SUPPLIED INFORMATION:

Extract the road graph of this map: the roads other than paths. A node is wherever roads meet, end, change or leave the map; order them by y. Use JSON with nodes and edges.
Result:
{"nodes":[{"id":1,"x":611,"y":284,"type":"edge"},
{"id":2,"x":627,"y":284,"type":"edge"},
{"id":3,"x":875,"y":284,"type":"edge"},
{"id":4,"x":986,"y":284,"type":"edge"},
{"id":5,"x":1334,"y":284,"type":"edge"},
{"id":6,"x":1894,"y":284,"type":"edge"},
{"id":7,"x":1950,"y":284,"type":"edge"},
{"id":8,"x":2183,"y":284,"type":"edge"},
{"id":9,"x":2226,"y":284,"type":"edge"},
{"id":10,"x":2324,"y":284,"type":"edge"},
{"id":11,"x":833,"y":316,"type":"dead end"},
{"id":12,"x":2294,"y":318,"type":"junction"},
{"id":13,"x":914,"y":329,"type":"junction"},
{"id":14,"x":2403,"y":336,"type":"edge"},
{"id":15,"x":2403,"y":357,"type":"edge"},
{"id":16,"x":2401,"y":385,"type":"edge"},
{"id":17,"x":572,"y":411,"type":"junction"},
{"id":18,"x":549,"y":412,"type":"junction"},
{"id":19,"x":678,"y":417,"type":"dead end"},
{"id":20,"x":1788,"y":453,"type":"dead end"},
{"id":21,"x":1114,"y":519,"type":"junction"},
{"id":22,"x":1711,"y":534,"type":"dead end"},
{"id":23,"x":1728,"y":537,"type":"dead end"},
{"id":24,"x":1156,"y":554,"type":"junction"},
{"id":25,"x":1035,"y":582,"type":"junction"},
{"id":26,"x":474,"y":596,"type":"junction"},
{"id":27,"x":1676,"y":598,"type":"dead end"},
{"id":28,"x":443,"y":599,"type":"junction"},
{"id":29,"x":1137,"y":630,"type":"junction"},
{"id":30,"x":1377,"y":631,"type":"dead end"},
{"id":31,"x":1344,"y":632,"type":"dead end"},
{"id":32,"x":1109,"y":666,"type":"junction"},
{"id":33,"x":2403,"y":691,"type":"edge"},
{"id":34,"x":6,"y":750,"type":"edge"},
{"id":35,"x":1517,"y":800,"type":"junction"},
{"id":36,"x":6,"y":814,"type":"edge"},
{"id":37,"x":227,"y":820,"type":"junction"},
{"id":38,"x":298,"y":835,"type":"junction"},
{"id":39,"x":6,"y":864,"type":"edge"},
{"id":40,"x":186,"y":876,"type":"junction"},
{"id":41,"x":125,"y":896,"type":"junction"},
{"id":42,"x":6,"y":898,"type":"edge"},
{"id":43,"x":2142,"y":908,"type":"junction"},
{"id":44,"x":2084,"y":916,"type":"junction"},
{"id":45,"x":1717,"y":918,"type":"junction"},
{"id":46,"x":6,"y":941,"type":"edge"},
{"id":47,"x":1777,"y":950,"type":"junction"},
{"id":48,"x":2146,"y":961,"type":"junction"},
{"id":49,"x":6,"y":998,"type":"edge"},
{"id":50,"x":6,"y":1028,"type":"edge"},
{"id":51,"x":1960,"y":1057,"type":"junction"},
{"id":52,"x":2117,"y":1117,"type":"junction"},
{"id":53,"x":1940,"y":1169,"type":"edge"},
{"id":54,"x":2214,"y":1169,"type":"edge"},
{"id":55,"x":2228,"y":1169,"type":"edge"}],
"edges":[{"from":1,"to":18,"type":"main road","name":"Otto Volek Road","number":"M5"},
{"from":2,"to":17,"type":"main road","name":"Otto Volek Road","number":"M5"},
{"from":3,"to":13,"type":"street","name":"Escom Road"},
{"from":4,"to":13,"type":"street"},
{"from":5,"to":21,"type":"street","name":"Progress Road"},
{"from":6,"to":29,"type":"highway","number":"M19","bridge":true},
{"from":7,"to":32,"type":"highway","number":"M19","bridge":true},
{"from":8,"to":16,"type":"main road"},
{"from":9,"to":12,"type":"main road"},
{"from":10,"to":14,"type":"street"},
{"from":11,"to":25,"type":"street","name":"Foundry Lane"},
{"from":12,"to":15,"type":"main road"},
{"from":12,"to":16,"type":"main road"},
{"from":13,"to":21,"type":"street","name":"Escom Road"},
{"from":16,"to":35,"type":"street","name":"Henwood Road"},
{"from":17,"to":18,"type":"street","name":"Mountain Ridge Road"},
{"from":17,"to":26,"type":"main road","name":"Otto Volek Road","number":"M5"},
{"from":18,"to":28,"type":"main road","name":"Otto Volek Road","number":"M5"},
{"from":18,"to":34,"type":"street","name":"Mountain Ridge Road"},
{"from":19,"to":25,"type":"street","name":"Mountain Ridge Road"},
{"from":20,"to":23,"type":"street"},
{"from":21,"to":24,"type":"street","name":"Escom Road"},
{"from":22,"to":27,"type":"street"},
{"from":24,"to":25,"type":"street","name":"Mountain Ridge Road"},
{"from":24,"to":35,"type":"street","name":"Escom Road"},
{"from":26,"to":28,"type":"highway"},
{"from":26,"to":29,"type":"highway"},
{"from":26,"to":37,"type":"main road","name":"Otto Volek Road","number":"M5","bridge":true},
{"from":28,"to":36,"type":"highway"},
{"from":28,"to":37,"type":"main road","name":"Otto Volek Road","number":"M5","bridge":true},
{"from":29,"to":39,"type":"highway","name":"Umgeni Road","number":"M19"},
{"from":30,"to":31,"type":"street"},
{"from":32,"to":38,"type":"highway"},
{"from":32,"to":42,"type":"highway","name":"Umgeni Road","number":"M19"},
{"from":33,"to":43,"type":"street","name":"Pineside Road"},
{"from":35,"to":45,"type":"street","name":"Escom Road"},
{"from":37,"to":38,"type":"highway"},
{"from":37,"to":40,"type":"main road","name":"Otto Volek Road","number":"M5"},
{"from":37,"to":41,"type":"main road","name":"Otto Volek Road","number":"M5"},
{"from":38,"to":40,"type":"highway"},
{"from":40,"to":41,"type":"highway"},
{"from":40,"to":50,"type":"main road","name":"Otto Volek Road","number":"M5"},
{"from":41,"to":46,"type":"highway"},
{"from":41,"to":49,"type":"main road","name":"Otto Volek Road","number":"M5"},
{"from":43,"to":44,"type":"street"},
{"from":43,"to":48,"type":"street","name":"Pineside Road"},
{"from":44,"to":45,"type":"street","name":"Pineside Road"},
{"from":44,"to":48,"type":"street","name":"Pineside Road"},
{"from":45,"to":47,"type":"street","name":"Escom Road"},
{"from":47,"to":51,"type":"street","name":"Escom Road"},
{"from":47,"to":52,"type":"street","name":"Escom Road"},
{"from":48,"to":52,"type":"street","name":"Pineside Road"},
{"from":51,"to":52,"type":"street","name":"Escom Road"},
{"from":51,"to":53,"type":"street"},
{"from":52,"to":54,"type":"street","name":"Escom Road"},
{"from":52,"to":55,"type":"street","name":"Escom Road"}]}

WORK INSTRUCTION: Whatever the entries say, repeat all of them exactly.

RESULT:
Extract the road graph of this map: the roads other than paths. A node is wherever roads meet, end, change or leave the map; order them by y. Use JSON with nodes and edges.
Result:
{"nodes":[{"id":1,"x":611,"y":284,"type":"edge"},
{"id":2,"x":627,"y":284,"type":"edge"},
{"id":3,"x":875,"y":284,"type":"edge"},
{"id":4,"x":986,"y":284,"type":"edge"},
{"id":5,"x":1334,"y":284,"type":"edge"},
{"id":6,"x":1894,"y":284,"type":"edge"},
{"id":7,"x":1950,"y":284,"type":"edge"},
{"id":8,"x":2183,"y":284,"type":"edge"},
{"id":9,"x":2226,"y":284,"type":"edge"},
{"id":10,"x":2324,"y":284,"type":"edge"},
{"id":11,"x":833,"y":316,"type":"dead end"},
{"id":12,"x":2294,"y":318,"type":"junction"},
{"id":13,"x":914,"y":329,"type":"junction"},
{"id":14,"x":2403,"y":336,"type":"edge"},
{"id":15,"x":2403,"y":357,"type":"edge"},
{"id":16,"x":2401,"y":385,"type":"edge"},
{"id":17,"x":572,"y":411,"type":"junction"},
{"id":18,"x":549,"y":412,"type":"junction"},
{"id":19,"x":678,"y":417,"type":"dead end"},
{"id":20,"x":1788,"y":453,"type":"dead end"},
{"id":21,"x":1114,"y":519,"type":"junction"},
{"id":22,"x":1711,"y":534,"type":"dead end"},
{"id":23,"x":1728,"y":537,"type":"dead end"},
{"id":24,"x":1156,"y":554,"type":"junction"},
{"id":25,"x":1035,"y":582,"type":"junction"},
{"id":26,"x":474,"y":596,"type":"junction"},
{"id":27,"x":1676,"y":598,"type":"dead end"},
{"id":28,"x":443,"y":599,"type":"junction"},
{"id":29,"x":1137,"y":630,"type":"junction"},
{"id":30,"x":1377,"y":631,"type":"dead end"},
{"id":31,"x":1344,"y":632,"type":"dead end"},
{"id":32,"x":1109,"y":666,"type":"junction"},
{"id":33,"x":2403,"y":691,"type":"edge"},
{"id":34,"x":6,"y":750,"type":"edge"},
{"id":35,"x":1517,"y":800,"type":"junction"},
{"id":36,"x":6,"y":814,"type":"edge"},
{"id":37,"x":227,"y":820,"type":"junction"},
{"id":38,"x":298,"y":835,"type":"junction"},
{"id":39,"x":6,"y":864,"type":"edge"},
{"id":40,"x":186,"y":876,"type":"junction"},
{"id":41,"x":125,"y":896,"type":"junction"},
{"id":42,"x":6,"y":898,"type":"edge"},
{"id":43,"x":2142,"y":908,"type":"junction"},
{"id":44,"x":2084,"y":916,"type":"junction"},
{"id":45,"x":1717,"y":918,"type":"junction"},
{"id":46,"x":6,"y":941,"type":"edge"},
{"id":47,"x":1777,"y":950,"type":"junction"},
{"id":48,"x":2146,"y":961,"type":"junction"},
{"id":49,"x":6,"y":998,"type":"edge"},
{"id":50,"x":6,"y":1028,"type":"edge"},
{"id":51,"x":1960,"y":1057,"type":"junction"},
{"id":52,"x":2117,"y":1117,"type":"junction"},
{"id":53,"x":1940,"y":1169,"type":"edge"},
{"id":54,"x":2214,"y":1169,"type":"edge"},
{"id":55,"x":2228,"y":1169,"type":"edge"}],
"edges":[{"from":1,"to":18,"type":"main road","name":"Otto Volek Road","number":"M5"},
{"from":2,"to":17,"type":"main road","name":"Otto Volek Road","number":"M5"},
{"from":3,"to":13,"type":"street","name":"Escom Road"},
{"from":4,"to":13,"type":"street"},
{"from":5,"to":21,"type":"street","name":"Progress Road"},
{"from":6,"to":29,"type":"highway","number":"M19","bridge":true},
{"from":7,"to":32,"type":"highway","number":"M19","bridge":true},
{"from":8,"to":16,"type":"main road"},
{"from":9,"to":12,"type":"main road"},
{"from":10,"to":14,"type":"street"},
{"from":11,"to":25,"type":"street","name":"Foundry Lane"},
{"from":12,"to":15,"type":"main road"},
{"from":12,"to":16,"type":"main road"},
{"from":13,"to":21,"type":"street","name":"Escom Road"},
{"from":16,"to":35,"type":"street","name":"Henwood Road"},
{"from":17,"to":18,"type":"street","name":"Mountain Ridge Road"},
{"from":17,"to":26,"type":"main road","name":"Otto Volek Road","number":"M5"},
{"from":18,"to":28,"type":"main road","name":"Otto Volek Road","number":"M5"},
{"from":18,"to":34,"type":"street","name":"Mountain Ridge Road"},
{"from":19,"to":25,"type":"street","name":"Mountain Ridge Road"},
{"from":20,"to":23,"type":"street"},
{"from":21,"to":24,"type":"street","name":"Escom Road"},
{"from":22,"to":27,"type":"street"},
{"from":24,"to":25,"type":"street","name":"Mountain Ridge Road"},
{"from":24,"to":35,"type":"street","name":"Escom Road"},
{"from":26,"to":28,"type":"highway"},
{"from":26,"to":29,"type":"highway"},
{"from":26,"to":37,"type":"main road","name":"Otto Volek Road","number":"M5","bridge":true},
{"from":28,"to":36,"type":"highway"},
{"from":28,"to":37,"type":"main road","name":"Otto Volek Road","number":"M5","bridge":true},
{"from":29,"to":39,"type":"highway","name":"Umgeni Road","number":"M19"},
{"from":30,"to":31,"type":"street"},
{"from":32,"to":38,"type":"highway"},
{"from":32,"to":42,"type":"highway","name":"Umgeni Road","number":"M19"},
{"from":33,"to":43,"type":"street","name":"Pineside Road"},
{"from":35,"to":45,"type":"street","name":"Escom Road"},
{"from":37,"to":38,"type":"highway"},
{"from":37,"to":40,"type":"main road","name":"Otto Volek Road","number":"M5"},
{"from":37,"to":41,"type":"main road","name":"Otto Volek Road","number":"M5"},
{"from":38,"to":40,"type":"highway"},
{"from":40,"to":41,"type":"highway"},
{"from":40,"to":50,"type":"main road","name":"Otto Volek Road","number":"M5"},
{"from":41,"to":46,"type":"highway"},
{"from":41,"to":49,"type":"main road","name":"Otto Volek Road","number":"M5"},
{"from":43,"to":44,"type":"street"},
{"from":43,"to":48,"type":"street","name":"Pineside Road"},
{"from":44,"to":45,"type":"street","name":"Pineside Road"},
{"from":44,"to":48,"type":"street","name":"Pineside Road"},
{"from":45,"to":47,"type":"street","name":"Escom Road"},
{"from":47,"to":51,"type":"street","name":"Escom Road"},
{"from":47,"to":52,"type":"street","name":"Escom Road"},
{"from":48,"to":52,"type":"street","name":"Pineside Road"},
{"from":51,"to":52,"type":"street","name":"Escom Road"},
{"from":51,"to":53,"type":"street"},
{"from":52,"to":54,"type":"street","name":"Escom Road"},
{"from":52,"to":55,"type":"street","name":"Escom Road"}]}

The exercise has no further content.